▶ **Work item**: Needed from the data below: all lines that contain the word "Vatan".

======

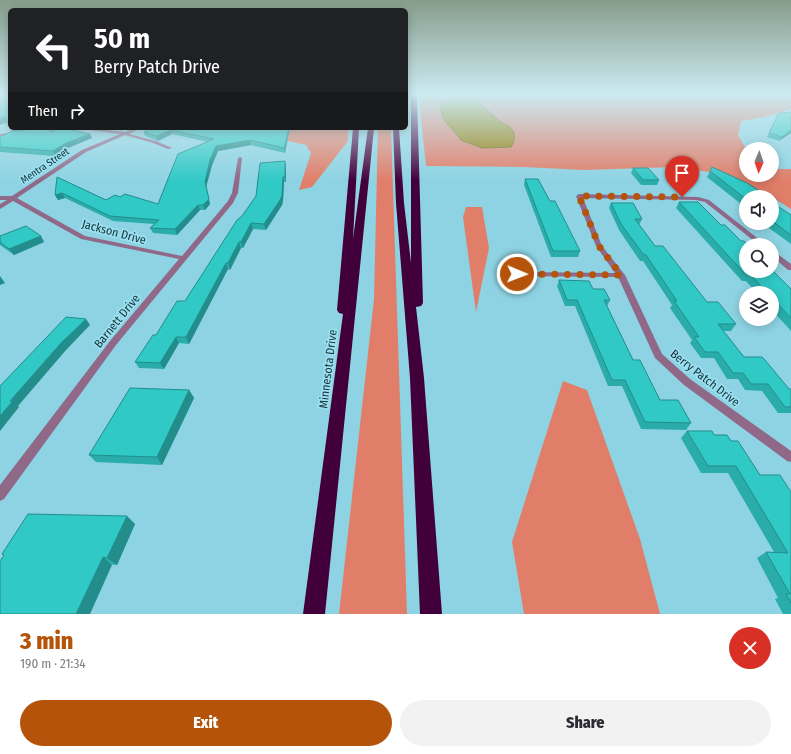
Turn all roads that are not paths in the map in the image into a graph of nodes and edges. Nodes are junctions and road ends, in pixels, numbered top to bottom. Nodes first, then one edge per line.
1 (414, 124) edge
2 (94, 130) edge
3 (133, 130) edge
4 (356, 130) edge
5 (371, 130) edge
6 (396, 130) edge
7 (23, 132) edge
8 (0, 134) edge
9 (124, 134) junction
10 (170, 148) dead end
11 (240, 158) dead end
12 (0, 198) edge
13 (14, 198) junction
14 (0, 207) edge
15 (754, 238) edge
16 (184, 258) junction
17 (779, 258) edge
18 (791, 268) edge
19 (517, 274) dead end
20 (621, 275) junction
21 (417, 378) junction
22 (338, 410) junction
23 (791, 457) edge
24 (0, 496) edge
25 (314, 614) edge
26 (431, 614) edge

1 - 21 highway
2 - 9 street
3 - 9 street, Mentra Street
4 - 22 highway
5 - 22 highway, Minnesota Drive
6 - 21 highway
7 - 8 street
9 - 10 street
9 - 13 street, Mentra Street
11 - 16 street, Barnett Drive
12 - 13 street
13 - 14 street, Mentra Street
13 - 16 street, Jackson Drive
15 - 20 street, Berry Patch Drive
16 - 24 street, Barnett Drive
17 - 18 street
19 - 20 street
20 - 23 street, Berry Patch Drive
21 - 26 highway
22 - 25 highway, Minnesota Drive

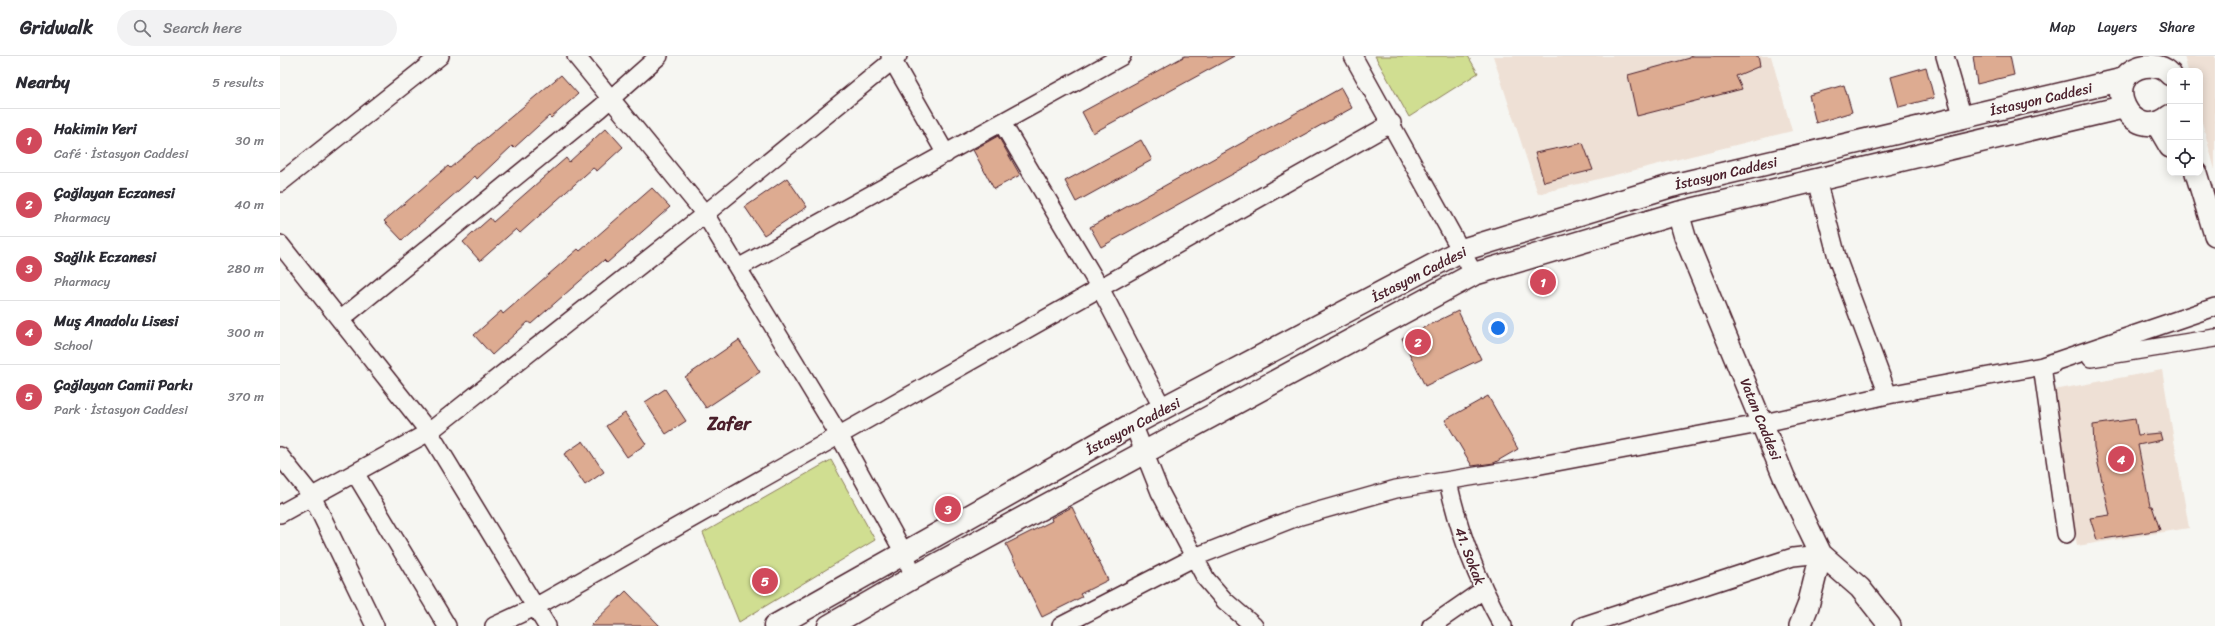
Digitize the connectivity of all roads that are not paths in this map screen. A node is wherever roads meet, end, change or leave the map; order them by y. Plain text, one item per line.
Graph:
1 (440, 56) edge
2 (576, 56) edge
3 (659, 56) edge
4 (1122, 56) edge
5 (1353, 56) edge
6 (1946, 56) edge
7 (894, 57) edge
8 (2167, 67) edge
9 (2131, 69) edge
10 (610, 99) junction
11 (2124, 107) junction
12 (1963, 118) junction
13 (2163, 120) edge
14 (1002, 123) junction
15 (1392, 123) junction
16 (2168, 140) edge
17 (946, 154) junction
18 (2187, 176) edge
19 (2197, 176) edge
20 (1817, 180) junction
21 (280, 183) edge
22 (2204, 204) junction
23 (1678, 213) junction
24 (705, 214) junction
25 (2215, 235) edge
26 (280, 244) edge
27 (1462, 250) junction
28 (738, 268) junction
29 (1474, 274) junction
30 (1100, 288) junction
31 (2215, 308) edge
32 (340, 320) junction
33 (2215, 338) edge
34 (2042, 366) junction
35 (1888, 395) junction
36 (1163, 409) junction
37 (1764, 423) junction
38 (1133, 424) junction
39 (429, 432) junction
40 (839, 435) junction
41 (1145, 452) junction
42 (280, 456) edge
43 (355, 473) junction
44 (1448, 482) junction
45 (312, 496) junction
46 (280, 514) edge
47 (2066, 534) dead end
48 (904, 553) junction
49 (1821, 554) junction
50 (1195, 557) junction
51 (914, 577) junction
52 (1483, 590) junction
53 (535, 607) junction
54 (1617, 621) edge
55 (375, 626) edge
56 (447, 626) edge
57 (494, 626) edge
58 (547, 626) edge
59 (775, 626) edge
60 (829, 626) edge
61 (1061, 626) edge
62 (1254, 626) edge
63 (1431, 626) edge
64 (1503, 626) edge
65 (1582, 626) edge
66 (1800, 626) edge
67 (1890, 626) edge

1 - 21 street
2 - 10 street
3 - 10 street
4 - 14 street
5 - 15 street
6 - 12 street
7 - 17 street
7 - 24 street
8 - 9 main road, İstasyon Caddesi
9 - 11 main road
9 - 12 main road, İstasyon Caddesi
10 - 24 street
10 - 32 street
11 - 13 main road
11 - 20 main road, İstasyon Caddesi
12 - 27 main road, İstasyon Caddesi
13 - 16 street
14 - 17 street
14 - 30 street
15 - 27 street
15 - 30 street
17 - 28 street
18 - 22 street
19 - 22 street
20 - 23 main road, İstasyon Caddesi
20 - 35 street
22 - 25 street
23 - 29 main road, İstasyon Caddesi
23 - 37 street, Vatan Caddesi
24 - 28 street
24 - 39 street
26 - 32 street
27 - 29 street
27 - 36 main road, İstasyon Caddesi
28 - 40 street
29 - 41 main road, İstasyon Caddesi
30 - 36 street
30 - 40 street
31 - 34 street
32 - 39 street
33 - 34 street
34 - 35 street
34 - 47 street
35 - 37 street
36 - 38 main road, İstasyon Caddesi
37 - 44 street
37 - 49 street, Vatan Caddesi
38 - 41 street
38 - 48 main road, İstasyon Caddesi
39 - 43 street
39 - 53 street
40 - 48 street
40 - 53 street
41 - 50 street
41 - 51 main road, İstasyon Caddesi
42 - 45 street
43 - 45 street
43 - 56 street
44 - 50 street
44 - 52 street, 41. Sokak
45 - 46 street
45 - 55 street
48 - 51 street
48 - 59 main road, İstasyon Caddesi
49 - 54 street
49 - 66 street
49 - 67 street
50 - 61 street
50 - 62 street
51 - 60 main road, İstasyon Caddesi
52 - 63 street
52 - 64 street, 41. Sokak
53 - 57 street
53 - 58 street
54 - 65 street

======

▶ **Written answer**:
23 - 37 street, Vatan Caddesi
37 - 49 street, Vatan Caddesi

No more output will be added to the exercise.